5.0 g of this product, 12.8 g of 2-bromopropane and 6.4 g of potassium carbonate were mixed in 50 ml of dimethylformamide, refluxed at 100 ° C for 24 hours, cooled, and the solvent was extracted. The concentrated solution was extracted with fluoroform, and extracted with water. Wash. The chloroform part is dried and distilled under reduced pressure to remove the solvent, and 90.0 ml of 2N NaOH is added thereto, followed by reflux for 2 hours.

The reaction vessel was cooled to room temperature and acidified with acetic acid. The solid obtained was filtered and then recrystallized from dimethylformamide to obtain pure 6,7,8-trifluoro-1,4-dihydro-1- (1-hydroxypro- 3.1 g of 2-phil) -4-oxoquinoline-3-carboxylic acid were obtained.

2.0 g of this product and 2.3 g of potassium fluoride were mixed in 10 ml of dimethylformamide, refluxed for about 1 hour, and then reacted with 1.1 g of piperazine in the same manner as in Example 1 to react 9-fluoro-2,3-dihydro. -3-methyl-10- (4-methyl-1-piperazinyl) -7-oxo-7H-pyrido [1,2,3-de] [1,4] benzoxazine-6-carboxylic acid 1.4 g was obtained.

Melting Point: 258-261 Degrees (Decomposition)

Example 3

The same procedure as in Example 1 except that 0.9 g of pyrrolidine was used instead of N-methylpiperazine, 9-fluoro-2,3-dihydro-3-methyl-10- (4-methyl- 1.3 g of 1-piperazinyl) -7-oxo-7H-pyrido [1,2,3-de] [1,4] benzoxazine-6-carboxylic acid was obtained.

Melting Point: 268-269 degrees (decomposition)

All temperatures used herein are in degrees Celsius.

Claims (2)

A compound of formula (I) is reacted with a dialkylalkoxymethylenemalonate of formula (II) to prepare a compound of formula (III), followed by a cyclization reaction to prepare a compound of formula (IV).
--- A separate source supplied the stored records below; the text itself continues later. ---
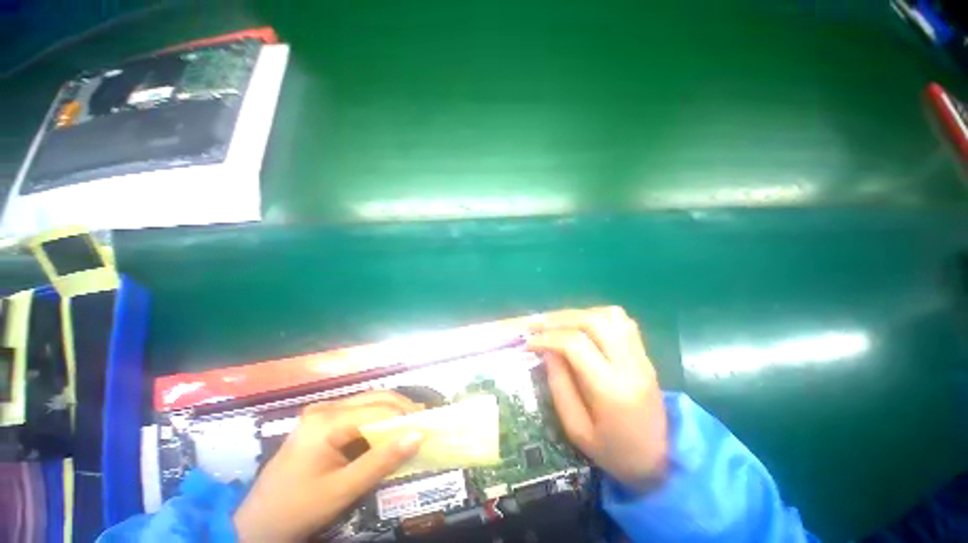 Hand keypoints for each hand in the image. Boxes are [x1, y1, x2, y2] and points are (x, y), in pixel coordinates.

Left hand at [234, 391, 424, 541]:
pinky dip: (378, 418)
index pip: (377, 410)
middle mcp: (325, 408)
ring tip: (412, 423)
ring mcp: (321, 412)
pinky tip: (388, 429)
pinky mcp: (321, 421)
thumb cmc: (298, 508)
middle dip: (402, 408)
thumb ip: (381, 461)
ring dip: (392, 411)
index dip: (405, 417)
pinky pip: (358, 411)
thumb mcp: (342, 490)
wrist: (257, 524)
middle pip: (374, 398)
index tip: (428, 426)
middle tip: (424, 421)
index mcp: (326, 421)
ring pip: (368, 402)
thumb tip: (418, 435)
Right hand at [527, 306, 667, 492]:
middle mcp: (630, 365)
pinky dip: (597, 315)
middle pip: (593, 321)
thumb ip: (559, 386)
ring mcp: (641, 356)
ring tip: (558, 324)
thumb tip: (548, 351)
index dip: (547, 338)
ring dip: (579, 314)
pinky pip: (622, 320)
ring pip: (609, 315)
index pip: (575, 345)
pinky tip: (583, 326)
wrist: (661, 460)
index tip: (529, 343)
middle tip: (538, 325)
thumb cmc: (614, 451)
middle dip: (559, 319)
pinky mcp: (645, 354)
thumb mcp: (576, 429)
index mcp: (611, 389) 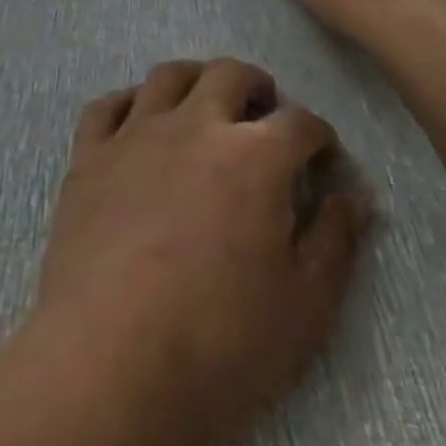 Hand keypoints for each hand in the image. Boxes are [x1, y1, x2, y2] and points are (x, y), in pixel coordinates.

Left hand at [31, 59, 367, 445]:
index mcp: (255, 156)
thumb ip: (335, 242)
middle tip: (263, 115)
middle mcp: (197, 125)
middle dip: (257, 87)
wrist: (104, 370)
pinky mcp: (90, 156)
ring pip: (169, 75)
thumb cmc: (216, 347)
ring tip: (204, 105)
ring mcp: (137, 134)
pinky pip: (107, 106)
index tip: (323, 158)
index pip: (300, 123)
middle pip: (231, 75)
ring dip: (195, 80)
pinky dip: (127, 104)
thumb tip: (355, 196)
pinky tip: (136, 122)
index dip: (319, 136)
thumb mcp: (304, 311) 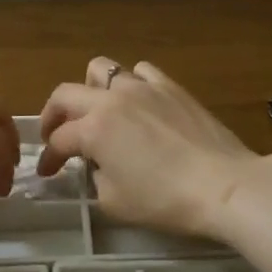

The compound is reacted with a compound of formula (V) to prepare a compound of formula (VI), followed by hydrolysis to produce a compound of formula (VII), and then to react with the compound of formula (VII). 9-halo-7-oxo-2,3-dihydro-7H-pyrido [1,2,3-de] [1,4] benzoxazine-6 represented by the general formula A process for preparing a carboxylic acid derivative. The method of claim 1, wherein the cyclization is reacted in the presence of a catalyst selected from polyphosphoric acid and polyphosphoric acid esters. Wherein R is a hydrogen atom or a lower alkyl group having 1-6 carbon atoms, R ¹ is a lower alkyl group having 1-2 carbon atoms, X is a halogen atom, A is a monosubstituted amino group, a di (di) substituted amino group or It is a cyclic substituted amino group.